[Opening DATA FOR THE TASK section]
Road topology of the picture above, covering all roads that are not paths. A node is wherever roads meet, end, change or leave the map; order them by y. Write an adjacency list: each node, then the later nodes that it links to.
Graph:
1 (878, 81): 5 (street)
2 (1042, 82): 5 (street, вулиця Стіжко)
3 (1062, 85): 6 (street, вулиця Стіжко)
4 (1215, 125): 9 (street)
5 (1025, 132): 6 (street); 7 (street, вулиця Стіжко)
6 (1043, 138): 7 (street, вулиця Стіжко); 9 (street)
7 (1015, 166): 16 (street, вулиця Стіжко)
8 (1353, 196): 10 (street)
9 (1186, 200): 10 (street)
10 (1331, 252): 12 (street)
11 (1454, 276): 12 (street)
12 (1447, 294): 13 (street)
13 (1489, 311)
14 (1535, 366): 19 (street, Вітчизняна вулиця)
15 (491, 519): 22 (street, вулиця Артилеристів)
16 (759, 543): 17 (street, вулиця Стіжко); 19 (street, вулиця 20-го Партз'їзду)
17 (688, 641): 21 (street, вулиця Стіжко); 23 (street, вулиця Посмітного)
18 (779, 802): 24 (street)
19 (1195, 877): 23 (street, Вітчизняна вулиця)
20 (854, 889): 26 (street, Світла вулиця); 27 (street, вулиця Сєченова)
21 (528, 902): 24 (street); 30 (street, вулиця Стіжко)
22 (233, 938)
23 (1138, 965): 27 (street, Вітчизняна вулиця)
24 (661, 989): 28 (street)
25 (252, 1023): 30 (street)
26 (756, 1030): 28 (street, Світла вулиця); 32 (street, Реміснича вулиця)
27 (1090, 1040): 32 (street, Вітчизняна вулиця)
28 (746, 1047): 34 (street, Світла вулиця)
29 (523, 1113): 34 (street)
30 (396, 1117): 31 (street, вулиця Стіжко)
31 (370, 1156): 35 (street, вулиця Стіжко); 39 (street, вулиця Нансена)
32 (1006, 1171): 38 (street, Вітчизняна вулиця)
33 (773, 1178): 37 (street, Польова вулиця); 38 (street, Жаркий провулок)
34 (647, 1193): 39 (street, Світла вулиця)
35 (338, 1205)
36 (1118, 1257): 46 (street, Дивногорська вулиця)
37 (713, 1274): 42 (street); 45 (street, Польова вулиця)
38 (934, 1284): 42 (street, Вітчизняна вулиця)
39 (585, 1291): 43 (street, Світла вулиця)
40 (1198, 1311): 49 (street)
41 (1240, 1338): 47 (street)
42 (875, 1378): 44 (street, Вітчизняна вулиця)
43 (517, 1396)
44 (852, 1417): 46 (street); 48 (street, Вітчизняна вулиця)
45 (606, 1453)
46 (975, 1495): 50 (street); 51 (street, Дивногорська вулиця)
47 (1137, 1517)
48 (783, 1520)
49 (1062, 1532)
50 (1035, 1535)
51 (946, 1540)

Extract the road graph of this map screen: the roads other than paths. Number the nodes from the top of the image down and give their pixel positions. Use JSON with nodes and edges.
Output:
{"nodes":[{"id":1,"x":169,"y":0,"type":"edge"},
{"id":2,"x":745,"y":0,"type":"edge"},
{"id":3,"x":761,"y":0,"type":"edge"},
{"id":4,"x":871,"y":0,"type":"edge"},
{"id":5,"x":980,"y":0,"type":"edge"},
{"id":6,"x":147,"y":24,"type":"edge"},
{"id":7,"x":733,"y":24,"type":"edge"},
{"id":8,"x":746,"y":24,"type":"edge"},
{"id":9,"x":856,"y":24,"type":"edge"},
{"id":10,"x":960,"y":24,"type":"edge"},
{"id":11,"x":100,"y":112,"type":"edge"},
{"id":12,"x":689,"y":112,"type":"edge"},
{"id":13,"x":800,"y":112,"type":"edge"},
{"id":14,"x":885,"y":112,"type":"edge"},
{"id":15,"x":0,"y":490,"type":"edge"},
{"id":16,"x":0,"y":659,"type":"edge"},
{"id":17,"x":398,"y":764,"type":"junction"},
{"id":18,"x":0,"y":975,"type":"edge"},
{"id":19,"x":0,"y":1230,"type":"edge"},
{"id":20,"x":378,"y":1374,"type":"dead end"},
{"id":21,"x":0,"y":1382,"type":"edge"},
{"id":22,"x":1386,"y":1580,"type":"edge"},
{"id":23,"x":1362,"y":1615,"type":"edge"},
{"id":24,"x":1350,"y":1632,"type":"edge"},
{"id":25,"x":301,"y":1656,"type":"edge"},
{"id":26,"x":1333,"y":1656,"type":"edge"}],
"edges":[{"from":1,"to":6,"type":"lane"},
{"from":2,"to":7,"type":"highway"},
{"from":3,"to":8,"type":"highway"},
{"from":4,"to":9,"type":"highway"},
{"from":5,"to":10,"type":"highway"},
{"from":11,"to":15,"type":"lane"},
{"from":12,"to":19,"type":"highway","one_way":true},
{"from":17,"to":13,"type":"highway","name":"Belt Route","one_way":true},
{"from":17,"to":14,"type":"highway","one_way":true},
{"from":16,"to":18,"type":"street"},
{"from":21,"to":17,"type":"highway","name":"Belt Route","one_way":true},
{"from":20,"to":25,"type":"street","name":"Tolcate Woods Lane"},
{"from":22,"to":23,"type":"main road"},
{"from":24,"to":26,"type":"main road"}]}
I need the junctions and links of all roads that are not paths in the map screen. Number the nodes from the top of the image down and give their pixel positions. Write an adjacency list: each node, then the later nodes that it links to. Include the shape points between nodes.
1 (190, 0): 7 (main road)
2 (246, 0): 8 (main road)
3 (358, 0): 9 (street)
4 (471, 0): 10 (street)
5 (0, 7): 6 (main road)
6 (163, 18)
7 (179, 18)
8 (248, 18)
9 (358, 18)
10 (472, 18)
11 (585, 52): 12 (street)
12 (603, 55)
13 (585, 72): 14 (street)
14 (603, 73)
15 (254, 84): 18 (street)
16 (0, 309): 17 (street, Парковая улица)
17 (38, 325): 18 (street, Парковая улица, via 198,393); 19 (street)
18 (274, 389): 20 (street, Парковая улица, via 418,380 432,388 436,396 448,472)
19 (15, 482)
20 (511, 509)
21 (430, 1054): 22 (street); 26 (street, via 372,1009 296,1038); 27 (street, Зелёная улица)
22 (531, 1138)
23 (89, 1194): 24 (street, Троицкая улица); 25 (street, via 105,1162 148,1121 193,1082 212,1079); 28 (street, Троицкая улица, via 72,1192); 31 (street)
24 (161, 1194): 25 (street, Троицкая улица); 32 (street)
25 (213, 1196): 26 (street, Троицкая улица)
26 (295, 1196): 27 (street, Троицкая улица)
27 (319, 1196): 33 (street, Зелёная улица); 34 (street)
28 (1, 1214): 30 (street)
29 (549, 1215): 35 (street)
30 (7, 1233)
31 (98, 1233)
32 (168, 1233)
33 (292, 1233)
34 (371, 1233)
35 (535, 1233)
[Closing DATA FOR THE TASK section]
* [DIRECTIONS]: Reproduce each line above exactly.

* [RESPONSE FOR THIS EXERCISE]:
Road topology of the picture above, covering all roads that are not paths. A node is wherever roads meet, end, change or leave the map; order them by y. Write an adjacency list: each node, then the later nodes that it links to.
Graph:
1 (878, 81): 5 (street)
2 (1042, 82): 5 (street, вулиця Стіжко)
3 (1062, 85): 6 (street, вулиця Стіжко)
4 (1215, 125): 9 (street)
5 (1025, 132): 6 (street); 7 (street, вулиця Стіжко)
6 (1043, 138): 7 (street, вулиця Стіжко); 9 (street)
7 (1015, 166): 16 (street, вулиця Стіжко)
8 (1353, 196): 10 (street)
9 (1186, 200): 10 (street)
10 (1331, 252): 12 (street)
11 (1454, 276): 12 (street)
12 (1447, 294): 13 (street)
13 (1489, 311)
14 (1535, 366): 19 (street, Вітчизняна вулиця)
15 (491, 519): 22 (street, вулиця Артилеристів)
16 (759, 543): 17 (street, вулиця Стіжко); 19 (street, вулиця 20-го Партз'їзду)
17 (688, 641): 21 (street, вулиця Стіжко); 23 (street, вулиця Посмітного)
18 (779, 802): 24 (street)
19 (1195, 877): 23 (street, Вітчизняна вулиця)
20 (854, 889): 26 (street, Світла вулиця); 27 (street, вулиця Сєченова)
21 (528, 902): 24 (street); 30 (street, вулиця Стіжко)
22 (233, 938)
23 (1138, 965): 27 (street, Вітчизняна вулиця)
24 (661, 989): 28 (street)
25 (252, 1023): 30 (street)
26 (756, 1030): 28 (street, Світла вулиця); 32 (street, Реміснича вулиця)
27 (1090, 1040): 32 (street, Вітчизняна вулиця)
28 (746, 1047): 34 (street, Світла вулиця)
29 (523, 1113): 34 (street)
30 (396, 1117): 31 (street, вулиця Стіжко)
31 (370, 1156): 35 (street, вулиця Стіжко); 39 (street, вулиця Нансена)
32 (1006, 1171): 38 (street, Вітчизняна вулиця)
33 (773, 1178): 37 (street, Польова вулиця); 38 (street, Жаркий провулок)
34 (647, 1193): 39 (street, Світла вулиця)
35 (338, 1205)
36 (1118, 1257): 46 (street, Дивногорська вулиця)
37 (713, 1274): 42 (street); 45 (street, Польова вулиця)
38 (934, 1284): 42 (street, Вітчизняна вулиця)
39 (585, 1291): 43 (street, Світла вулиця)
40 (1198, 1311): 49 (street)
41 (1240, 1338): 47 (street)
42 (875, 1378): 44 (street, Вітчизняна вулиця)
43 (517, 1396)
44 (852, 1417): 46 (street); 48 (street, Вітчизняна вулиця)
45 (606, 1453)
46 (975, 1495): 50 (street); 51 (street, Дивногорська вулиця)
47 (1137, 1517)
48 (783, 1520)
49 (1062, 1532)
50 (1035, 1535)
51 (946, 1540)

Extract the road graph of this map screen: the roads other than paths. Number the nodes from the top of the image down and give their pixel positions. Use JSON with nodes and edges.
Output:
{"nodes":[{"id":1,"x":169,"y":0,"type":"edge"},
{"id":2,"x":745,"y":0,"type":"edge"},
{"id":3,"x":761,"y":0,"type":"edge"},
{"id":4,"x":871,"y":0,"type":"edge"},
{"id":5,"x":980,"y":0,"type":"edge"},
{"id":6,"x":147,"y":24,"type":"edge"},
{"id":7,"x":733,"y":24,"type":"edge"},
{"id":8,"x":746,"y":24,"type":"edge"},
{"id":9,"x":856,"y":24,"type":"edge"},
{"id":10,"x":960,"y":24,"type":"edge"},
{"id":11,"x":100,"y":112,"type":"edge"},
{"id":12,"x":689,"y":112,"type":"edge"},
{"id":13,"x":800,"y":112,"type":"edge"},
{"id":14,"x":885,"y":112,"type":"edge"},
{"id":15,"x":0,"y":490,"type":"edge"},
{"id":16,"x":0,"y":659,"type":"edge"},
{"id":17,"x":398,"y":764,"type":"junction"},
{"id":18,"x":0,"y":975,"type":"edge"},
{"id":19,"x":0,"y":1230,"type":"edge"},
{"id":20,"x":378,"y":1374,"type":"dead end"},
{"id":21,"x":0,"y":1382,"type":"edge"},
{"id":22,"x":1386,"y":1580,"type":"edge"},
{"id":23,"x":1362,"y":1615,"type":"edge"},
{"id":24,"x":1350,"y":1632,"type":"edge"},
{"id":25,"x":301,"y":1656,"type":"edge"},
{"id":26,"x":1333,"y":1656,"type":"edge"}],
"edges":[{"from":1,"to":6,"type":"lane"},
{"from":2,"to":7,"type":"highway"},
{"from":3,"to":8,"type":"highway"},
{"from":4,"to":9,"type":"highway"},
{"from":5,"to":10,"type":"highway"},
{"from":11,"to":15,"type":"lane"},
{"from":12,"to":19,"type":"highway","one_way":true},
{"from":17,"to":13,"type":"highway","name":"Belt Route","one_way":true},
{"from":17,"to":14,"type":"highway","one_way":true},
{"from":16,"to":18,"type":"street"},
{"from":21,"to":17,"type":"highway","name":"Belt Route","one_way":true},
{"from":20,"to":25,"type":"street","name":"Tolcate Woods Lane"},
{"from":22,"to":23,"type":"main road"},
{"from":24,"to":26,"type":"main road"}]}
I need the junctions and links of all roads that are not paths in the map screen. Number the nodes from the top of the image down and give their pixel positions. Write an adjacency list: each node, then the later nodes that it links to. Include the shape points between nodes.
1 (190, 0): 7 (main road)
2 (246, 0): 8 (main road)
3 (358, 0): 9 (street)
4 (471, 0): 10 (street)
5 (0, 7): 6 (main road)
6 (163, 18)
7 (179, 18)
8 (248, 18)
9 (358, 18)
10 (472, 18)
11 (585, 52): 12 (street)
12 (603, 55)
13 (585, 72): 14 (street)
14 (603, 73)
15 (254, 84): 18 (street)
16 (0, 309): 17 (street, Парковая улица)
17 (38, 325): 18 (street, Парковая улица, via 198,393); 19 (street)
18 (274, 389): 20 (street, Парковая улица, via 418,380 432,388 436,396 448,472)
19 (15, 482)
20 (511, 509)
21 (430, 1054): 22 (street); 26 (street, via 372,1009 296,1038); 27 (street, Зелёная улица)
22 (531, 1138)
23 (89, 1194): 24 (street, Троицкая улица); 25 (street, via 105,1162 148,1121 193,1082 212,1079); 28 (street, Троицкая улица, via 72,1192); 31 (street)
24 (161, 1194): 25 (street, Троицкая улица); 32 (street)
25 (213, 1196): 26 (street, Троицкая улица)
26 (295, 1196): 27 (street, Троицкая улица)
27 (319, 1196): 33 (street, Зелёная улица); 34 (street)
28 (1, 1214): 30 (street)
29 (549, 1215): 35 (street)
30 (7, 1233)
31 (98, 1233)
32 (168, 1233)
33 (292, 1233)
34 (371, 1233)
35 (535, 1233)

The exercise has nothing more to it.